Ever since the Iranian Islamic Revolution (1979), the Taliban seizure of power in Afghanistan (1996) and the 9/11 attack (2001), Americans have seen a rising tide of Greater Middle Eastern Islamic fundamentalism. The electoral victories of Islamist parties in Turkey in 2002 (AKP), Gaza Strip in 2006 (Hamas), Egypt (Muslim Brotherhood) and Tunisia (Ennahda) in 2011 have reinforced this trend. So, too, has been the recent success of Islamic fundamentalist fighters in places as disparate as Syria Iraq, Lebanon and Yemen. Yet, it now seems that the tide may be turning against Islamic fundamentalism in much of the Middle East outside of the Iranian Shiite sphere.
Why has this been happening? In every country there are often several Islamist parties that fight with each other. A further regional split is the Sunni/Shiite division. Secular military and security forces, aligned with the old order and aware of their fate in fundamentalist states, are mostly hostile to the fundamentalists. Many secularists, women, minorities and increasingly youth are determined to avoid the traditional straitjacket of the fundamentalists. The inability of the fundamentalists, who lack political or economic experience, to run a modern globalized economy or open polity is a serious problem. Jobs, not religion, are the main issue for much of the youth. External intervention with massive financial support (such as the $15 billion provided by Gulf states to Egypt) can be critical in stopping the fundamentalists.

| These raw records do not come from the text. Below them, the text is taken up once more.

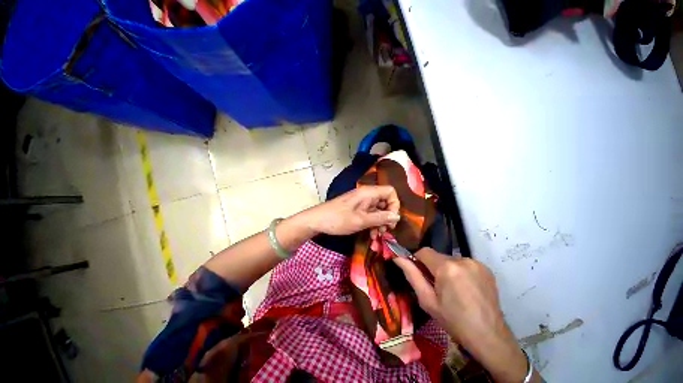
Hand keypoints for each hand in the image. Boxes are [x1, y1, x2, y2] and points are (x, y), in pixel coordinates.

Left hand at [304, 186, 400, 235]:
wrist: (317, 221)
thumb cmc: (338, 219)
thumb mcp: (361, 220)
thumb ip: (380, 218)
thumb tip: (397, 216)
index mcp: (368, 193)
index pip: (390, 192)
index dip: (394, 205)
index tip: (392, 219)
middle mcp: (366, 195)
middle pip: (385, 202)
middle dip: (387, 217)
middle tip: (386, 231)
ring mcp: (361, 202)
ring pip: (378, 210)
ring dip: (380, 223)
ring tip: (377, 236)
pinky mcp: (356, 209)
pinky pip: (370, 215)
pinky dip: (372, 224)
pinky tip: (371, 235)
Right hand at [394, 248, 533, 382]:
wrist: (490, 338)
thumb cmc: (454, 322)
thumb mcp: (427, 301)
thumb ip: (411, 275)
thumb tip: (397, 257)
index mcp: (447, 268)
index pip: (424, 251)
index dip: (417, 260)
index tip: (418, 273)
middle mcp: (462, 259)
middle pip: (438, 256)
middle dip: (432, 267)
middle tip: (435, 287)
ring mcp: (476, 263)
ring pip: (450, 259)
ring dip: (446, 269)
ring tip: (452, 290)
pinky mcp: (486, 268)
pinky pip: (463, 264)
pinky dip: (459, 271)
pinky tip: (464, 288)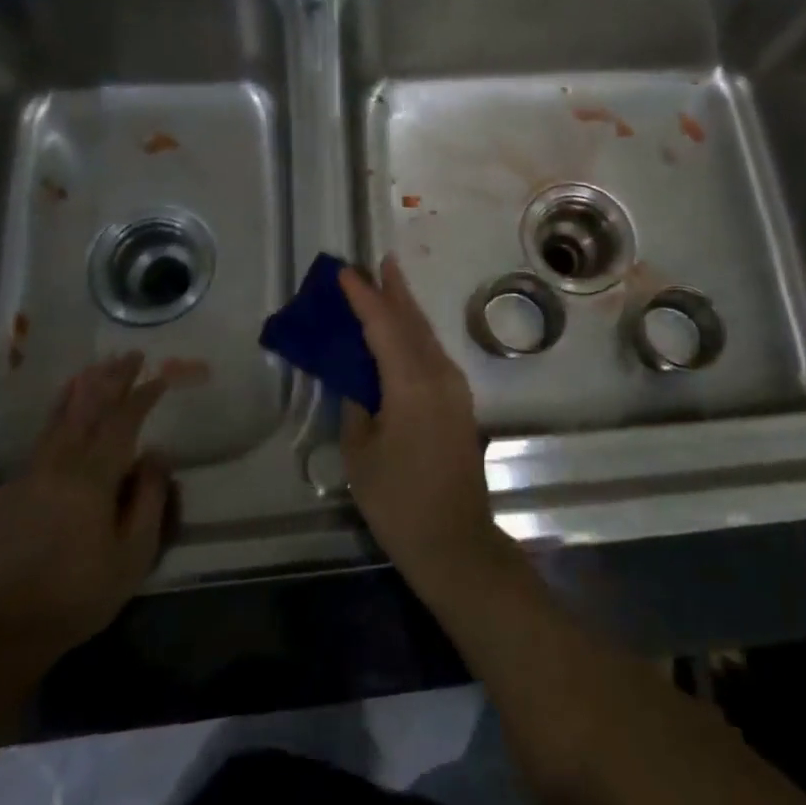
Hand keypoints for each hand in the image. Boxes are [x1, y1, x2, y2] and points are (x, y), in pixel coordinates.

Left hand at [0, 353, 170, 693]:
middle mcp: (57, 465)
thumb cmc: (77, 595)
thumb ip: (148, 499)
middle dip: (110, 379)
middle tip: (129, 355)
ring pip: (56, 421)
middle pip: (86, 409)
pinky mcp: (6, 495)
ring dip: (79, 391)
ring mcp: (26, 478)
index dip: (142, 394)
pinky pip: (38, 444)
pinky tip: (61, 421)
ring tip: (93, 369)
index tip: (160, 376)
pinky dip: (55, 420)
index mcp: (91, 477)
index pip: (122, 421)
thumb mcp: (133, 555)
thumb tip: (156, 455)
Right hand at [339, 256, 515, 598]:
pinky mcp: (460, 403)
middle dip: (395, 290)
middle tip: (379, 262)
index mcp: (411, 383)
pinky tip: (403, 334)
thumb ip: (358, 406)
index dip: (363, 296)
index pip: (384, 325)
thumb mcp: (361, 454)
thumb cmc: (399, 501)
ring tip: (389, 285)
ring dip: (407, 310)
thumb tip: (359, 381)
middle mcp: (439, 375)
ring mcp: (455, 388)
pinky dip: (415, 336)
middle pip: (413, 321)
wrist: (455, 542)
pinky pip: (433, 355)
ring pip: (427, 336)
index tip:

In Egypt the destruction of the Islamist regime and jailing of its supporters has been a major setback. Despite problems, the military after the July coup seems likely secure with most Muslim Brotherhood leaders in jail or on trial. If a September Zogby poll showing 70 percent confidence in the military holds, this will be a major defeat for fundamentalists.
For a decade in Turkey Tayip Erdogyan's AKP was a showcase Islamist party winning three elections, running the economy effectively, and taming the pro-Western military. But, his support for the losing parties -- Muslim Brotherhood in Egypt, the rebels in Syria -- and supporting actors unpopular in Turkey -- Hamas in Gaza (15 percent popularity), and the Kurds in Iraq -- have left him isolated. As his attacks on Israel have upset NATO leaders, so too have his hints that the Americans are behind many of his problems alienated a once close American ally.
Rising economic problems, Erdogyan's fundamentalism and authoritarian style brought out hundreds of thousands of largely secular protesters into the streets this summer. With his religious base wilting under the enmity of a former ally, the popular Sufi leader Fethuallah Gulen, Erdogyan is now in serious political trouble. The large-scale corruption scandal that led to the resignation of three cabinet minister now threatens to engulf Erdogyan himself. Given reliance on major capital inflows and large current account deficits (over 7 percent of GNP), any loss of confidence in Erdogyan could easily cripple both him and his party.
Tunisia, after Turkey, seemed to be the place where the moderate Islamists were safest. In October 2011 the Ennahda party won 40 percent of the vote. But, unable to manage the economy with 22 percent unemployment, outflanked by Salafists, facing anger over the killings of two secular politicians, rousing women's fears over their rights in a Constitution, and dealing with a largely secular society led Ennahda into a corner. Ennahda voluntarily ceded power to an interim technocratic government, which just took power this week. The early polls show Ennahda crashing from only one-third of the population expressing confidence in Ennahda, aising a distinct possibility that it could be out of power for a long time.
In Syria in 2011 it seemed likely that an opposition group of secularists and Islamists would overthrow the secular dictator Bashar Assad. Now, despite the growing role of Islamist al Nusra and ISIS, Bashar Assad, with support from Russia, Iran and Hezbollah, will likely stay in power.This outcome would be a major setback for the Islamists.
Ever since the slim electoral victory (43-41 percent) in Gaza in 2006 and the crushing of Fatah forces in 2007, Islamist Hamas has ruled Gaza. The ascension of Morsi to the Egyptian presidency in 2012 seemed to suggest a brighter future. With the military coup in Egypt, the split with Bashar Assad which led to the ouster of the Hamas Politburo from Damascus and the rising hostility of Shiite Iran towards Sunni Hamas, Gaza is increasingly isolated. With a $450 GNP/capita, 28 percent unemployment rate, Egypt and Israel on its borders and labelled a terrorist state by the United States and EU, its economic future looks grim. Polls have shown that only 29 percent of Gazans support Hamas compared to 41 percent for secular Fatah. While 65 percent say conditions are bad or very bad, only 16 percent find them good. And Hamas's budget for next year has an amazing 75 percent deficit. As seen by its effort at reconciliation with its arch enemy Fatah, Hamas' future seems bleak.
As Iran has shown, none of this means that Islamic fundamentalism is finished. But, for the first time in over two decades, the wave of Islamic fundamentalism in the Greater Middle East outside the Iranian Shiite sphere may well be receding, at least for now.